Difficult question to answer because I can look at it in so many ways. So many things have changed dramatically and at the same time fallen into place. Probably the most mind blowing change in perspective is that you are not who you think you are. Your ego-identity is not a given but an ingenious illusion built around fear. Being able to see the fear makes it also possible to see the love and makes us able to take love-driven decisions. You don’t have to frantically prove to yourself anymore that you are without certain features you don’t like or find embarrassing. You own them all. That makes it impossible to feel different from or better than somebody else. Believe me, this was huge for me. The realization that we are human beings and that therefore nothing that is human is alien to us* anymore is a very humbling one. One of the side effects – not wanting to hide your humanity anymore – can be perceived by others as new, different and courageous behavior but it feels quite natural.

* This is a famous quote from the play Heauton Timorumenos written by Publius Terentius Afer (195/185–159 BC), known in English as Terence, a dramatist of the Roman Republic. The original quote reads: “Homo sum, humani nihil a me alienum puto“. What I find fascinating that this man had the same insight I had approximately 2179 years before me. What was true then is still true today.

3. How do other people react to transformation?
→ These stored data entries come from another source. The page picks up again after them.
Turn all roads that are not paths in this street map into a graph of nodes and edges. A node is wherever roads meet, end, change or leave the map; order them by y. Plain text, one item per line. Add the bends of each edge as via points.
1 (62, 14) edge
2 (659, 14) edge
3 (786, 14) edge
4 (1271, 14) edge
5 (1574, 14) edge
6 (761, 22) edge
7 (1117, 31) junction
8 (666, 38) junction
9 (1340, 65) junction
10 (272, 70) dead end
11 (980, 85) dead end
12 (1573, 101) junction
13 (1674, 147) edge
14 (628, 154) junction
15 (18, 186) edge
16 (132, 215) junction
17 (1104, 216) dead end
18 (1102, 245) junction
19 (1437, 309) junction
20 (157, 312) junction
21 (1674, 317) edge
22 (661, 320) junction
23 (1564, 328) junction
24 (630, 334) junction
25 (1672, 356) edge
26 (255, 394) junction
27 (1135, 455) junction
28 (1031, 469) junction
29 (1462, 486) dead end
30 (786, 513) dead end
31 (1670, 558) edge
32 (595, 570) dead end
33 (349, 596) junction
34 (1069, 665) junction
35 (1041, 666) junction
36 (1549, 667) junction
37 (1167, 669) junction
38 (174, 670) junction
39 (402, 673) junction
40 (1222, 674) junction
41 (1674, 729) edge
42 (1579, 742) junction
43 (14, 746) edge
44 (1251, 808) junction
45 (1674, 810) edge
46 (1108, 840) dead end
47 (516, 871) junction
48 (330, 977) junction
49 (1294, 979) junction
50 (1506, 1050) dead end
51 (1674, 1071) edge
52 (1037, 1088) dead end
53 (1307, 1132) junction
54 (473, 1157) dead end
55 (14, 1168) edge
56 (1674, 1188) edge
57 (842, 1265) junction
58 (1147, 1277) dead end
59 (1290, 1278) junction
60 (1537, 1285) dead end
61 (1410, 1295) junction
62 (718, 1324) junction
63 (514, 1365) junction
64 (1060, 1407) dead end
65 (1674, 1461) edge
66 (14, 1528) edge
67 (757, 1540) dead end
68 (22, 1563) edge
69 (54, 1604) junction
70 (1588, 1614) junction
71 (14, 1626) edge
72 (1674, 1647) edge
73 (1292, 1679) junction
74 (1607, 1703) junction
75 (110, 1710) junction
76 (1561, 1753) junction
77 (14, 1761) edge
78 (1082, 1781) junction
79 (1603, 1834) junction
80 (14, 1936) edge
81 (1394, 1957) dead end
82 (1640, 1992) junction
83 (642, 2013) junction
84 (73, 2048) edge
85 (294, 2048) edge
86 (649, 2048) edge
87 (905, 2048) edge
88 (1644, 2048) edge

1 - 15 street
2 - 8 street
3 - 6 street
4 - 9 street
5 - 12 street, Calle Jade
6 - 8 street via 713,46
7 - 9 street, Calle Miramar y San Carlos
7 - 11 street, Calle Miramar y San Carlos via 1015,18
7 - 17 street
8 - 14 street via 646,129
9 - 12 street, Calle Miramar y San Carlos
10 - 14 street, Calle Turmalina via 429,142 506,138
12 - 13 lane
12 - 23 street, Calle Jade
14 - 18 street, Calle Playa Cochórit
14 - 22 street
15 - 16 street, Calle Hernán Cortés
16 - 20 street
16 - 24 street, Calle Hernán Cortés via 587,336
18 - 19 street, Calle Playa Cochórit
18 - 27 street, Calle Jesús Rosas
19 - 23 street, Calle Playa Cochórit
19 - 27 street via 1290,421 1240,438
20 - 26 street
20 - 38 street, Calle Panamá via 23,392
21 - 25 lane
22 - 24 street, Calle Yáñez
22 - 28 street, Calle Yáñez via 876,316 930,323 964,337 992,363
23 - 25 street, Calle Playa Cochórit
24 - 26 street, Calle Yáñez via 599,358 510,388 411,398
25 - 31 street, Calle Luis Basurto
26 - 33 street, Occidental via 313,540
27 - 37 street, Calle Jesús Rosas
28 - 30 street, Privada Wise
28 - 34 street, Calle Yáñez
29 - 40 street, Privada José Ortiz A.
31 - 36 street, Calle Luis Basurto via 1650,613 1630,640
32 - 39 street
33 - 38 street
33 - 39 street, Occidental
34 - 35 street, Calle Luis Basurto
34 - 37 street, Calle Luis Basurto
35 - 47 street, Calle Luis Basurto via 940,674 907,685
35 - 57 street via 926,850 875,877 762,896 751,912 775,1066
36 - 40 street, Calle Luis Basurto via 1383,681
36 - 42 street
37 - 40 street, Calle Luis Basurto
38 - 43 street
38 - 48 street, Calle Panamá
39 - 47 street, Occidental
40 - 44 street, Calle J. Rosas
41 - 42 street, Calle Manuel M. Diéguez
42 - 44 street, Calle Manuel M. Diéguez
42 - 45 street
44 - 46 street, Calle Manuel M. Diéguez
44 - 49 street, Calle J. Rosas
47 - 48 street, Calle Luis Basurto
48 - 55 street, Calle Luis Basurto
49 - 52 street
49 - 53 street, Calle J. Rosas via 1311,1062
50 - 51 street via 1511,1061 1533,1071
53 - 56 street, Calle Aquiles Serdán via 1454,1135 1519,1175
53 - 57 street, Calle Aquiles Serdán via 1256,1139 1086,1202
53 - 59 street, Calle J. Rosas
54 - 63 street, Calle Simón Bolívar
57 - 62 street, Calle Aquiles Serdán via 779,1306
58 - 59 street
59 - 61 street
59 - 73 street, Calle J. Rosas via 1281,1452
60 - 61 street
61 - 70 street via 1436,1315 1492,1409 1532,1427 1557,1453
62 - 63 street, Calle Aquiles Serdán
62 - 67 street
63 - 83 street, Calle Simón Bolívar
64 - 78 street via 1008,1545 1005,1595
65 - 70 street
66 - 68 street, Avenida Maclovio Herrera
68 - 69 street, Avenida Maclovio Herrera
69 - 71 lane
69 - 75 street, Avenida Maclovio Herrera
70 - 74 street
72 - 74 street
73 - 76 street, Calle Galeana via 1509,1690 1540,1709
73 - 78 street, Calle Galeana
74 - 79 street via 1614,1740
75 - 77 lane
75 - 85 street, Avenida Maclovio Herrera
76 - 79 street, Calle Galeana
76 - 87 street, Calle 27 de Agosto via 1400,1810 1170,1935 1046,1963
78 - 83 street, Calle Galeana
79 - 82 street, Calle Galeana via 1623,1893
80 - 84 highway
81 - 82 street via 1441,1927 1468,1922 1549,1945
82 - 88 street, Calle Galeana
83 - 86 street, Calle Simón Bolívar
I don’t know what people say behind my back. And I was definitely not embraced as the new Messiah when it had just happened. I believe many of my close friends didn’t know what to think and they all acted according to their individual cloaks, some were protective, some worried, some skeptical and some curious. But over time most people react very much like how a girl would react to her boyfriends shift from making well intended attempts to skillful love making: a bit surprised at first at but able to get used to the unexpected improvement quite easily. Even when people think the story is weird they don’t have problems with somebody who has become friendlier than before.

4. Do people also react negatively?

Hardly. I lost no friends and I feel that all the relationships with people that mattered to me have deepened. What might have helped is that I’m from Amsterdam and that most people I know are educated, tolerant and open minded.

On rare occasions, openness will provoke hostility in somebody who is very guarded. Sometimes some girl’s boyfriend will become unfriendly or arrogant out of insecurity. Sometimes a person doesn’t understand why I go on meditation retreats so often and implies I’m lazy. Sometimes somebody insists on making the statement that he/she has more important things to do than work on something futile as ‘opening your heart’. But the far majority of the people think it is cool stuff and can feel that it makes sense, just like wearing your right shoe on your right foot makes sense.

5. What are the down sides of transformation?

Nowadays I’m well in touch with doubt and insecurity but before the experiences I was in almost complete denial of these emotions. For a long time I really felt that my view of the world was the right view and that all the others were just not getting it. I have brief moments where I want to be ‘normal’ again and would like to feel again the overconfidence I used to have. I admit I have good memories of the moments where I felt on top of the world (albeit my own little world). Becoming more sensitive, more aware of the needs of others and less selfish, makes decision making more complex than when you just care about yourself. Waking up to the suffering of all sentient beings including your own adds a quality of sadness and rawness to your life which is beautiful but often just sad and raw.